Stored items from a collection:

# # # # #

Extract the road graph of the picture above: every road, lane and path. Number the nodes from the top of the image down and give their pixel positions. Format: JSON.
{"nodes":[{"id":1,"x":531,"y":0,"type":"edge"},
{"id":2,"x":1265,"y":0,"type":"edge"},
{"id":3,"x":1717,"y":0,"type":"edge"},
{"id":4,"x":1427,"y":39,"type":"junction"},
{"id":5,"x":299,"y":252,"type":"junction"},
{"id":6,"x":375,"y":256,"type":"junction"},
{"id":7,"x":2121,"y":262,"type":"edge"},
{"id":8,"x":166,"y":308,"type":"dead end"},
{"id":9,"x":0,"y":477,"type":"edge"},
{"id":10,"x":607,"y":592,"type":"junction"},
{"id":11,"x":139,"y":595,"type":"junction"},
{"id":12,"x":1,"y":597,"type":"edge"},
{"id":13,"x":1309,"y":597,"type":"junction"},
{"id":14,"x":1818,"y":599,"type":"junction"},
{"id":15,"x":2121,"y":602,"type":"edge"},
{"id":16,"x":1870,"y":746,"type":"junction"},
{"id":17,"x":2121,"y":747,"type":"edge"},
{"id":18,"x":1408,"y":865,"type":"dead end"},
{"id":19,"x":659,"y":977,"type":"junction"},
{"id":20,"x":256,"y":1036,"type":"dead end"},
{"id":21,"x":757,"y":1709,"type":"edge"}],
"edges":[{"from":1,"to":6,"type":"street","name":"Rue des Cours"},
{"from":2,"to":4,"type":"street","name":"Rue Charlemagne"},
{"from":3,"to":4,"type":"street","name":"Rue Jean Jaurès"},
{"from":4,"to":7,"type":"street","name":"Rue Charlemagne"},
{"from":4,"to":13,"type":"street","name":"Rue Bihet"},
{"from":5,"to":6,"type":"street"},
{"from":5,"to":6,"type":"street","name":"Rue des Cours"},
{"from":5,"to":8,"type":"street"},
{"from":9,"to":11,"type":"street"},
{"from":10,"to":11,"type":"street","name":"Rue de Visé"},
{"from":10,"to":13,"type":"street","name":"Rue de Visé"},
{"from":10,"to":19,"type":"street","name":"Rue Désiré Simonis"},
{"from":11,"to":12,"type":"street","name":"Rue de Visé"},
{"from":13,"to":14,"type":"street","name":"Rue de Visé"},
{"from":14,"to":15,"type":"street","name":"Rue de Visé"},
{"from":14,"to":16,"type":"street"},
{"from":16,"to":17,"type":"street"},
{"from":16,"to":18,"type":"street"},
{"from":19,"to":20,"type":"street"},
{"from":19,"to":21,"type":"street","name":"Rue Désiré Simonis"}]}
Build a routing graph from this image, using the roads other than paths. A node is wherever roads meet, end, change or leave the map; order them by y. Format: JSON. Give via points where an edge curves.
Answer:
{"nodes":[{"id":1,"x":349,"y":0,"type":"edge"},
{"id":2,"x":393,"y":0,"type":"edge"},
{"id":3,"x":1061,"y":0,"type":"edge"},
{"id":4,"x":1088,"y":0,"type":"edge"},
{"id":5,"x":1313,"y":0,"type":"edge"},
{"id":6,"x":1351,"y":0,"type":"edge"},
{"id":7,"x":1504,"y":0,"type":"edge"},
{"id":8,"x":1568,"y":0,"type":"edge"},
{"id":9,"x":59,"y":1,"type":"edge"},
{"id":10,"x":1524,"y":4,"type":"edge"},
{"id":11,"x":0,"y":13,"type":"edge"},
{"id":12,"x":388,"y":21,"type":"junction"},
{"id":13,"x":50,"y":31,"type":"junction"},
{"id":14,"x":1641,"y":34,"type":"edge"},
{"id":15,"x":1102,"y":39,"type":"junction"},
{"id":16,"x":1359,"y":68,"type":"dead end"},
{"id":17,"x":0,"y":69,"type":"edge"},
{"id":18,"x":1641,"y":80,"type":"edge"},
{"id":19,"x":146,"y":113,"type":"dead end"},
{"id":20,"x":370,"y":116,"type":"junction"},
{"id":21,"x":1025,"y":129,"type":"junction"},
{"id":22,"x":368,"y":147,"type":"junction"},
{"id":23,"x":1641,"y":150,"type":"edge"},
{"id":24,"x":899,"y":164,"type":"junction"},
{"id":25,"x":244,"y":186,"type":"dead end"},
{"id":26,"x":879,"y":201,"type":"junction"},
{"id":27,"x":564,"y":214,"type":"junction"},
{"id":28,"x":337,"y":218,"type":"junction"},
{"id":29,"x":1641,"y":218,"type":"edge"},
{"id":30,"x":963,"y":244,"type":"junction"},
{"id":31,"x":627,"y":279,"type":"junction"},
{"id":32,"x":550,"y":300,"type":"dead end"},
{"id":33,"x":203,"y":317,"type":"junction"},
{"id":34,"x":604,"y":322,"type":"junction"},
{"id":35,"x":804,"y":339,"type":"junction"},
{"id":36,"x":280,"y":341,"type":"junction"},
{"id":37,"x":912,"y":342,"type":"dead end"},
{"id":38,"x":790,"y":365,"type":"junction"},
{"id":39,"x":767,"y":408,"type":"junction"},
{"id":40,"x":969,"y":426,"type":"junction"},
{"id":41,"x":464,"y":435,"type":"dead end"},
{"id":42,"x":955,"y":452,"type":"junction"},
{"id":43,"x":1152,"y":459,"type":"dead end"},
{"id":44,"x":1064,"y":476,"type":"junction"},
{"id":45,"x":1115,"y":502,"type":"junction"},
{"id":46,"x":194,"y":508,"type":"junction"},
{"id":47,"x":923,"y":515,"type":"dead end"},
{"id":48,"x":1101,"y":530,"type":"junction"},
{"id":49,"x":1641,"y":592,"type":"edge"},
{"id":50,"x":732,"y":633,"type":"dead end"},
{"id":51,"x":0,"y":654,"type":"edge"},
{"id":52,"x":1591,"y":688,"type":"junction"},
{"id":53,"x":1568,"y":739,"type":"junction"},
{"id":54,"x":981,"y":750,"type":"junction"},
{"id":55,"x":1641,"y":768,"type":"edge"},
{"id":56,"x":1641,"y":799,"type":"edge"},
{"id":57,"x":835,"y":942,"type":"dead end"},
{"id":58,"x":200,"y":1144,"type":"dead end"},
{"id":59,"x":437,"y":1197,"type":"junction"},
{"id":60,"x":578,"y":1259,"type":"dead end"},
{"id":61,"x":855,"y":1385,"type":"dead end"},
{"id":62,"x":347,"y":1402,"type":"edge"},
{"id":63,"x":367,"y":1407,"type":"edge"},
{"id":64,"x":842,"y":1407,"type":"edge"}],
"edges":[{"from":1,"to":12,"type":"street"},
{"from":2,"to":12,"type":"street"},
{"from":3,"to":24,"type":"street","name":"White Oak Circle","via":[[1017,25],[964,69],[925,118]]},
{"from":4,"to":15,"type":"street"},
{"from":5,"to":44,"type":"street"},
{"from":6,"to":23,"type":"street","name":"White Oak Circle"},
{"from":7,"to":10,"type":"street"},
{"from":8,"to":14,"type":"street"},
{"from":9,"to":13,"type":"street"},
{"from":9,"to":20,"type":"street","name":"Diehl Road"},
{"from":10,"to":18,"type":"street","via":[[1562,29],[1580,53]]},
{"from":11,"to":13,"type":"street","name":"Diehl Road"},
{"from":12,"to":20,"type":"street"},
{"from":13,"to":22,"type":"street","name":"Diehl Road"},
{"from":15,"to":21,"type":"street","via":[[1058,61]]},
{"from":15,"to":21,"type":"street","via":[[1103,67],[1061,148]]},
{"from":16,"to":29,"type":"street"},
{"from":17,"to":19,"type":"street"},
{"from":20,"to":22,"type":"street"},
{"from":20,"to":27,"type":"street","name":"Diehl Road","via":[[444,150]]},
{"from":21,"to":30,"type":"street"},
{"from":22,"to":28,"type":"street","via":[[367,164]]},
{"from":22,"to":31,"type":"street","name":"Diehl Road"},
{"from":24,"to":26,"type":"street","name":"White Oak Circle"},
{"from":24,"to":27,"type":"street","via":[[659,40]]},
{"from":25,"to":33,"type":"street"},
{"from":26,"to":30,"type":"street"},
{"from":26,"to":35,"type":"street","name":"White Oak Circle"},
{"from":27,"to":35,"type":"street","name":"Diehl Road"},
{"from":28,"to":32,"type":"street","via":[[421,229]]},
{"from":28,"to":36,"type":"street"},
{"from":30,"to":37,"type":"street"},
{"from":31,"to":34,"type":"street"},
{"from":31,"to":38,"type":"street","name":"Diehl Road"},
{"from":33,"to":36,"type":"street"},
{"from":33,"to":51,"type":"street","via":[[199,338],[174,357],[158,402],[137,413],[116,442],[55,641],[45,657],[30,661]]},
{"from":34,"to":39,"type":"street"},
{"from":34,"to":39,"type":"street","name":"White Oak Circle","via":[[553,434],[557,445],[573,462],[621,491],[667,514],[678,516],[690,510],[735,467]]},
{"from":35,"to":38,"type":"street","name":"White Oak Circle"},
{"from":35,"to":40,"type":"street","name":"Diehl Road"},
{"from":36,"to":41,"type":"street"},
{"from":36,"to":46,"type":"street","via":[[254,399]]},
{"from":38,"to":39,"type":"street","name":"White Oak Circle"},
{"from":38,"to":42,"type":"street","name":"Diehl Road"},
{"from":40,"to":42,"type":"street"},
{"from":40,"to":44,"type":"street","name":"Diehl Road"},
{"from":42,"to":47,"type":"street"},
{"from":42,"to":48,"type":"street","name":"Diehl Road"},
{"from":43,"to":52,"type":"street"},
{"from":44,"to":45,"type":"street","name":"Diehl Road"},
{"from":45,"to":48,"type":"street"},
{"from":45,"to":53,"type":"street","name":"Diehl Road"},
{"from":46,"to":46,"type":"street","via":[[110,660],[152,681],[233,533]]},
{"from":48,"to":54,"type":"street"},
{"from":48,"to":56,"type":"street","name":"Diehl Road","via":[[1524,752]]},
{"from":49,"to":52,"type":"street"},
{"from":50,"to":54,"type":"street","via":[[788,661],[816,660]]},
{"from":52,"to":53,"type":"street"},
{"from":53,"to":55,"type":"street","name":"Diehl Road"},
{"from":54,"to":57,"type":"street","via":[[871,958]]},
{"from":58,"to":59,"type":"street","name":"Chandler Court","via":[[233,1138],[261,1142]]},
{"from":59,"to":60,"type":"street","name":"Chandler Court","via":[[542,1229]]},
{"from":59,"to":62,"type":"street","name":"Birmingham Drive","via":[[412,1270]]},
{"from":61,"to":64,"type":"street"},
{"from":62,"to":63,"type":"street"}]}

# # # # #

— PROBLEM REQUIREMENTS —
Please return every line of the records that contains the word "image".

— PROBLEM SOLUTION —
Extract the road graph of the picture above: every road, lane and path. Number the nodes from the top of the image down and give their pixel positions. Format: JSON.
Build a routing graph from this image, using the roads other than paths. A node is wherever roads meet, end, change or leave the map; order them by y. Format: JSON. Give via points where an edge curves.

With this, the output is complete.